### EXERCISE BRIEF
Word for word, copy each record that comes after this.
**** MATERIAL SHOWN ****
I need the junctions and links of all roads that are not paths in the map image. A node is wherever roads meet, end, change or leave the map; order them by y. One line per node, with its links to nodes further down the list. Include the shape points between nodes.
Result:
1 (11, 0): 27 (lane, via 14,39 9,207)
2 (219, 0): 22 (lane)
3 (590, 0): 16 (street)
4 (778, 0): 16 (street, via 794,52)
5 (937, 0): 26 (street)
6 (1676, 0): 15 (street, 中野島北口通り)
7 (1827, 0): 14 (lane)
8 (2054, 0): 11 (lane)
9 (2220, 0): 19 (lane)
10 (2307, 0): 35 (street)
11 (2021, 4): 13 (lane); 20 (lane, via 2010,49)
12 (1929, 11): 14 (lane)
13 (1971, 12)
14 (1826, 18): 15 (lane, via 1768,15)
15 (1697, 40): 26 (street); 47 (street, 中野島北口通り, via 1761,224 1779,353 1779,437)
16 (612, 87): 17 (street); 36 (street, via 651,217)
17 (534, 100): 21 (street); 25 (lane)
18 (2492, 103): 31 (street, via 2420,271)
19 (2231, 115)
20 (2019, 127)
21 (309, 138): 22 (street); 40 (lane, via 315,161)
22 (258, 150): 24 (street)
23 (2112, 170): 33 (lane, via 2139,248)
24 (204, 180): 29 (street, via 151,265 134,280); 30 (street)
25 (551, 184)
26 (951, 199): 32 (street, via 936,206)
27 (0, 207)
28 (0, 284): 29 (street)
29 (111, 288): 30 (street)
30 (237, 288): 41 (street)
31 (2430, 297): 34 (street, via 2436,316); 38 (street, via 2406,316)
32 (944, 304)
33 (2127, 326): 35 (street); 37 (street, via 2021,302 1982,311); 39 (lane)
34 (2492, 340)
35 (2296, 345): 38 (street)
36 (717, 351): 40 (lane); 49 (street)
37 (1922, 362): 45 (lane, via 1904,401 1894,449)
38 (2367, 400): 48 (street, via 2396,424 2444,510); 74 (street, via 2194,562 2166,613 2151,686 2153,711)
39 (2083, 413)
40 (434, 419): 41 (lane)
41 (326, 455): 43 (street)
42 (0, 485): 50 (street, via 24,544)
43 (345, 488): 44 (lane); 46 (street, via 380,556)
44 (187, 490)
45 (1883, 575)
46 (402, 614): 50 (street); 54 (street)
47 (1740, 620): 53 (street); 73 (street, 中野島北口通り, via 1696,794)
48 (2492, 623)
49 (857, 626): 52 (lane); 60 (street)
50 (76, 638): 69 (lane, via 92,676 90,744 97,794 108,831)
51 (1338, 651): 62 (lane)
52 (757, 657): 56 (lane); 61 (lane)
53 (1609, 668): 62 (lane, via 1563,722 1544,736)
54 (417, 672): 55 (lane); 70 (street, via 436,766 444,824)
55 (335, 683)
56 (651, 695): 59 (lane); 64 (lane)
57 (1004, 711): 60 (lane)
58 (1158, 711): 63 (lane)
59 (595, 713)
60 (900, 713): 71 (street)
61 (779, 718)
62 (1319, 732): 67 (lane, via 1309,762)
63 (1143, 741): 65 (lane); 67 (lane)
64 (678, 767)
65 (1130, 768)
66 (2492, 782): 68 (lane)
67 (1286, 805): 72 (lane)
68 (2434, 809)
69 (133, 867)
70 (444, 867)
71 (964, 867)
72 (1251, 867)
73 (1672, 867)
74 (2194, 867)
****
### RESPONSE
I need the junctions and links of all roads that are not paths in the map image. A node is wherever roads meet, end, change or leave the map; order them by y. One line per node, with its links to nodes further down the list. Include the shape points between nodes.
Result:
1 (11, 0): 27 (lane, via 14,39 9,207)
2 (219, 0): 22 (lane)
3 (590, 0): 16 (street)
4 (778, 0): 16 (street, via 794,52)
5 (937, 0): 26 (street)
6 (1676, 0): 15 (street, 中野島北口通り)
7 (1827, 0): 14 (lane)
8 (2054, 0): 11 (lane)
9 (2220, 0): 19 (lane)
10 (2307, 0): 35 (street)
11 (2021, 4): 13 (lane); 20 (lane, via 2010,49)
12 (1929, 11): 14 (lane)
13 (1971, 12)
14 (1826, 18): 15 (lane, via 1768,15)
15 (1697, 40): 26 (street); 47 (street, 中野島北口通り, via 1761,224 1779,353 1779,437)
16 (612, 87): 17 (street); 36 (street, via 651,217)
17 (534, 100): 21 (street); 25 (lane)
18 (2492, 103): 31 (street, via 2420,271)
19 (2231, 115)
20 (2019, 127)
21 (309, 138): 22 (street); 40 (lane, via 315,161)
22 (258, 150): 24 (street)
23 (2112, 170): 33 (lane, via 2139,248)
24 (204, 180): 29 (street, via 151,265 134,280); 30 (street)
25 (551, 184)
26 (951, 199): 32 (street, via 936,206)
27 (0, 207)
28 (0, 284): 29 (street)
29 (111, 288): 30 (street)
30 (237, 288): 41 (street)
31 (2430, 297): 34 (street, via 2436,316); 38 (street, via 2406,316)
32 (944, 304)
33 (2127, 326): 35 (street); 37 (street, via 2021,302 1982,311); 39 (lane)
34 (2492, 340)
35 (2296, 345): 38 (street)
36 (717, 351): 40 (lane); 49 (street)
37 (1922, 362): 45 (lane, via 1904,401 1894,449)
38 (2367, 400): 48 (street, via 2396,424 2444,510); 74 (street, via 2194,562 2166,613 2151,686 2153,711)
39 (2083, 413)
40 (434, 419): 41 (lane)
41 (326, 455): 43 (street)
42 (0, 485): 50 (street, via 24,544)
43 (345, 488): 44 (lane); 46 (street, via 380,556)
44 (187, 490)
45 (1883, 575)
46 (402, 614): 50 (street); 54 (street)
47 (1740, 620): 53 (street); 73 (street, 中野島北口通り, via 1696,794)
48 (2492, 623)
49 (857, 626): 52 (lane); 60 (street)
50 (76, 638): 69 (lane, via 92,676 90,744 97,794 108,831)
51 (1338, 651): 62 (lane)
52 (757, 657): 56 (lane); 61 (lane)
53 (1609, 668): 62 (lane, via 1563,722 1544,736)
54 (417, 672): 55 (lane); 70 (street, via 436,766 444,824)
55 (335, 683)
56 (651, 695): 59 (lane); 64 (lane)
57 (1004, 711): 60 (lane)
58 (1158, 711): 63 (lane)
59 (595, 713)
60 (900, 713): 71 (street)
61 (779, 718)
62 (1319, 732): 67 (lane, via 1309,762)
63 (1143, 741): 65 (lane); 67 (lane)
64 (678, 767)
65 (1130, 768)
66 (2492, 782): 68 (lane)
67 (1286, 805): 72 (lane)
68 (2434, 809)
69 (133, 867)
70 (444, 867)
71 (964, 867)
72 (1251, 867)
73 (1672, 867)
74 (2194, 867)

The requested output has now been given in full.